REQUIRED ACTION: Only an exact reprint of all the data is acceptable.

DATASET RECORDS:
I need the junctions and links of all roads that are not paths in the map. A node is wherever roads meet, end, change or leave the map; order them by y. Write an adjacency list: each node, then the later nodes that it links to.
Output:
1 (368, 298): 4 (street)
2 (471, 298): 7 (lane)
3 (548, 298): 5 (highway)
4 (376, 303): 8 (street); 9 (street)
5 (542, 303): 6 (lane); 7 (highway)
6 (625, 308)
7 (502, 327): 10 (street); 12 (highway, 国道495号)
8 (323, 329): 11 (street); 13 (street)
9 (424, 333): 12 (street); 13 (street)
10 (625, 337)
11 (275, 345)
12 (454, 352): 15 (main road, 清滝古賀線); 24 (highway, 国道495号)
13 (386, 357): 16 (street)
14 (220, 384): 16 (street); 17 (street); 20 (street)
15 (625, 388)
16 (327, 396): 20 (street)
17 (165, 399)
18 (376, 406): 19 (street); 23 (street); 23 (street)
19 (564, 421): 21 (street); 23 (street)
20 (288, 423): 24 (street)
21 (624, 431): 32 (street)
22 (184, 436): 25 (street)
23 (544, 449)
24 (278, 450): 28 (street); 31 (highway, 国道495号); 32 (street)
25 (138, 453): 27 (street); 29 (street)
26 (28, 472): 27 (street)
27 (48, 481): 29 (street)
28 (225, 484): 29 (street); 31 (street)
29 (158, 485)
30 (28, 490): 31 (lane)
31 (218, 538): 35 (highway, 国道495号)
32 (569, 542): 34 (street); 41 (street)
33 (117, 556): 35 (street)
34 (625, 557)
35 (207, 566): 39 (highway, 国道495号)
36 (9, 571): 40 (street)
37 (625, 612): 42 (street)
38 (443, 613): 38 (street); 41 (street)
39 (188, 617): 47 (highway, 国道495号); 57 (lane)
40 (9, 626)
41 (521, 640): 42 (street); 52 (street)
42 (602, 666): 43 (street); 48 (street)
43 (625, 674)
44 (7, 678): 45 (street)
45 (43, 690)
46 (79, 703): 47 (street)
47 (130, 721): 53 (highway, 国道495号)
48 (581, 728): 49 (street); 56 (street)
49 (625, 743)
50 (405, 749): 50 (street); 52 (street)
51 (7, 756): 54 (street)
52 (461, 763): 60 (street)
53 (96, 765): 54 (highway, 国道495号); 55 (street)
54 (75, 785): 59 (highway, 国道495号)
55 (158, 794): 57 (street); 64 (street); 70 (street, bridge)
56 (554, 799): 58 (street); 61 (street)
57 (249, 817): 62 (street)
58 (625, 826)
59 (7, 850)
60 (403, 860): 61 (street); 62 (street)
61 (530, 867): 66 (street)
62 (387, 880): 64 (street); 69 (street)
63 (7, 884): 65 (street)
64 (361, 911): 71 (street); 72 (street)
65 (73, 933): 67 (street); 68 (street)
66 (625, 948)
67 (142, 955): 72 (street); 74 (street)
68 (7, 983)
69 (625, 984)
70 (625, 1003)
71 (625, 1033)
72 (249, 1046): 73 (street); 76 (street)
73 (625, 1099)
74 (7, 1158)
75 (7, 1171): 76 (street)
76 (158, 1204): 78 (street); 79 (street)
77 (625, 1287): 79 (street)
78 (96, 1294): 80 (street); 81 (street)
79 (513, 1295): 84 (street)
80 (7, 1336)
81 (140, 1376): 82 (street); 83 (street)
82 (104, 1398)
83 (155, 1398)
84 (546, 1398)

RESPONSE:
I need the junctions and links of all roads that are not paths in the map. A node is wherever roads meet, end, change or leave the map; order them by y. Write an adjacency list: each node, then the later nodes that it links to.
Output:
1 (368, 298): 4 (street)
2 (471, 298): 7 (lane)
3 (548, 298): 5 (highway)
4 (376, 303): 8 (street); 9 (street)
5 (542, 303): 6 (lane); 7 (highway)
6 (625, 308)
7 (502, 327): 10 (street); 12 (highway, 国道495号)
8 (323, 329): 11 (street); 13 (street)
9 (424, 333): 12 (street); 13 (street)
10 (625, 337)
11 (275, 345)
12 (454, 352): 15 (main road, 清滝古賀線); 24 (highway, 国道495号)
13 (386, 357): 16 (street)
14 (220, 384): 16 (street); 17 (street); 20 (street)
15 (625, 388)
16 (327, 396): 20 (street)
17 (165, 399)
18 (376, 406): 19 (street); 23 (street); 23 (street)
19 (564, 421): 21 (street); 23 (street)
20 (288, 423): 24 (street)
21 (624, 431): 32 (street)
22 (184, 436): 25 (street)
23 (544, 449)
24 (278, 450): 28 (street); 31 (highway, 国道495号); 32 (street)
25 (138, 453): 27 (street); 29 (street)
26 (28, 472): 27 (street)
27 (48, 481): 29 (street)
28 (225, 484): 29 (street); 31 (street)
29 (158, 485)
30 (28, 490): 31 (lane)
31 (218, 538): 35 (highway, 国道495号)
32 (569, 542): 34 (street); 41 (street)
33 (117, 556): 35 (street)
34 (625, 557)
35 (207, 566): 39 (highway, 国道495号)
36 (9, 571): 40 (street)
37 (625, 612): 42 (street)
38 (443, 613): 38 (street); 41 (street)
39 (188, 617): 47 (highway, 国道495号); 57 (lane)
40 (9, 626)
41 (521, 640): 42 (street); 52 (street)
42 (602, 666): 43 (street); 48 (street)
43 (625, 674)
44 (7, 678): 45 (street)
45 (43, 690)
46 (79, 703): 47 (street)
47 (130, 721): 53 (highway, 国道495号)
48 (581, 728): 49 (street); 56 (street)
49 (625, 743)
50 (405, 749): 50 (street); 52 (street)
51 (7, 756): 54 (street)
52 (461, 763): 60 (street)
53 (96, 765): 54 (highway, 国道495号); 55 (street)
54 (75, 785): 59 (highway, 国道495号)
55 (158, 794): 57 (street); 64 (street); 70 (street, bridge)
56 (554, 799): 58 (street); 61 (street)
57 (249, 817): 62 (street)
58 (625, 826)
59 (7, 850)
60 (403, 860): 61 (street); 62 (street)
61 (530, 867): 66 (street)
62 (387, 880): 64 (street); 69 (street)
63 (7, 884): 65 (street)
64 (361, 911): 71 (street); 72 (street)
65 (73, 933): 67 (street); 68 (street)
66 (625, 948)
67 (142, 955): 72 (street); 74 (street)
68 (7, 983)
69 (625, 984)
70 (625, 1003)
71 (625, 1033)
72 (249, 1046): 73 (street); 76 (street)
73 (625, 1099)
74 (7, 1158)
75 (7, 1171): 76 (street)
76 (158, 1204): 78 (street); 79 (street)
77 (625, 1287): 79 (street)
78 (96, 1294): 80 (street); 81 (street)
79 (513, 1295): 84 (street)
80 (7, 1336)
81 (140, 1376): 82 (street); 83 (street)
82 (104, 1398)
83 (155, 1398)
84 (546, 1398)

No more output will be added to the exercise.